Evolutionary Ecology of Diamondback Moth, Plutella xylostella (L.) and Diadegma insulare (Cresson) in North America: A Review.

Munir, S., Dosdall, L.M., and O'Donovan, J.T. (2014). "Evolutionary Ecology of Diamondback Moth, Plutella xylostella (L.) and Diadegma insulare (Cresson) in North America: A Review.", Annual Research & Review in Biology, 5(3), pp. 189-206. doi : 10.9734/ARRB/2015/11834  Access to full text

Abstract

The diamondback moth (DBM), Plutellai xylostella (L.), is recognized as a widely distributed destructive insect pest of Brassicaceae. The frequency and severity of P. xylostella outbreaks has increased in recent years, due to climate changes, high production of host plants (vegetable and oilseed Brassica crops), genetic flexibility of the pest that enables it to develop resistance to almost all known insecticides and establish quickly and easily in new environment.
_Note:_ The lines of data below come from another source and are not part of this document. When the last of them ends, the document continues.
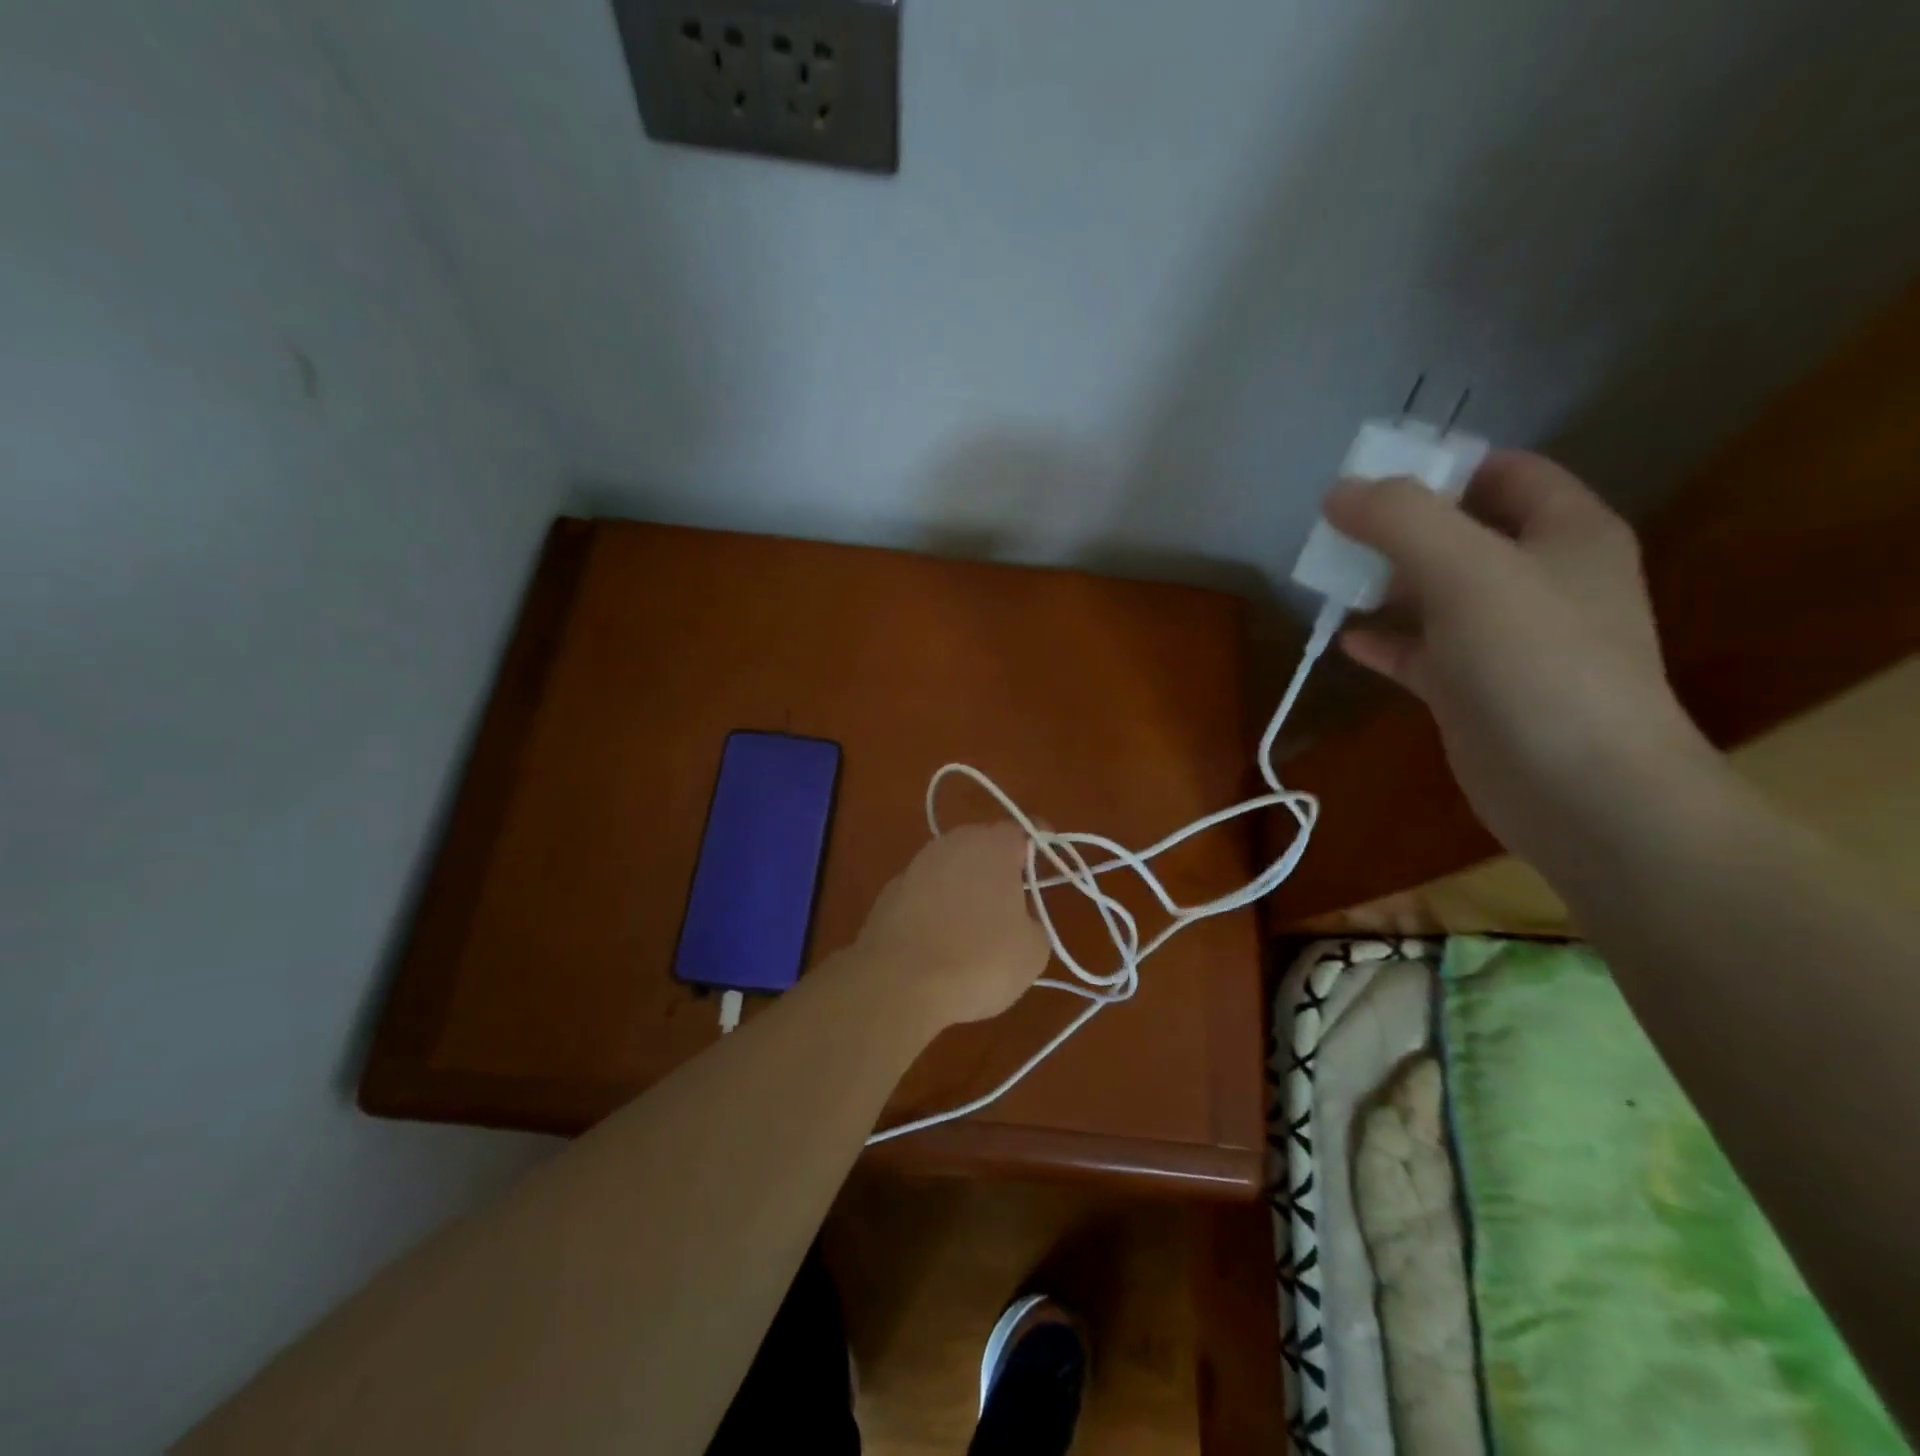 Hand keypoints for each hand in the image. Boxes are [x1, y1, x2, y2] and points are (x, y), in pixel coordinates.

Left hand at [850, 822, 1050, 1030]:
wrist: (900, 985)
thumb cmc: (980, 962)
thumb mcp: (1033, 950)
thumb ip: (1032, 921)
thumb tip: (1017, 919)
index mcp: (993, 846)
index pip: (1025, 830)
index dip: (1040, 846)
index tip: (1049, 868)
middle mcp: (952, 844)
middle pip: (984, 845)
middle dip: (999, 867)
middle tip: (1014, 901)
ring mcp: (915, 866)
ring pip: (951, 867)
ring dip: (965, 886)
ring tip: (975, 924)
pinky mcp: (889, 892)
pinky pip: (925, 892)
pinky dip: (936, 907)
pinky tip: (940, 940)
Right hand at [1324, 451, 1715, 865]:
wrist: (1580, 791)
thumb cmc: (1537, 664)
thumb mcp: (1468, 572)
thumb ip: (1401, 520)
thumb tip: (1339, 491)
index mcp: (1565, 534)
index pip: (1508, 473)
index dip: (1444, 466)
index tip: (1374, 475)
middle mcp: (1541, 580)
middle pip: (1463, 532)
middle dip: (1399, 527)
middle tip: (1334, 529)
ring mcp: (1507, 639)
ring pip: (1436, 593)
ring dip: (1385, 583)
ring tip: (1328, 576)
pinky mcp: (1474, 689)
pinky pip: (1421, 651)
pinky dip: (1385, 641)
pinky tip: (1345, 640)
All life stages of P. xylostella are attacked by natural enemies but Diadegma insulare (Cresson) is one of the principal, effective and efficient larval parasitoids in North America. In this review, we synthesize published information on the primary aspects of P. xylostella origin, dispersal, migration, biology, and host plants and mainly focus on evolutionary ecology of bitrophic and tritrophic interactions among P. xylostella, its host plants and natural enemies.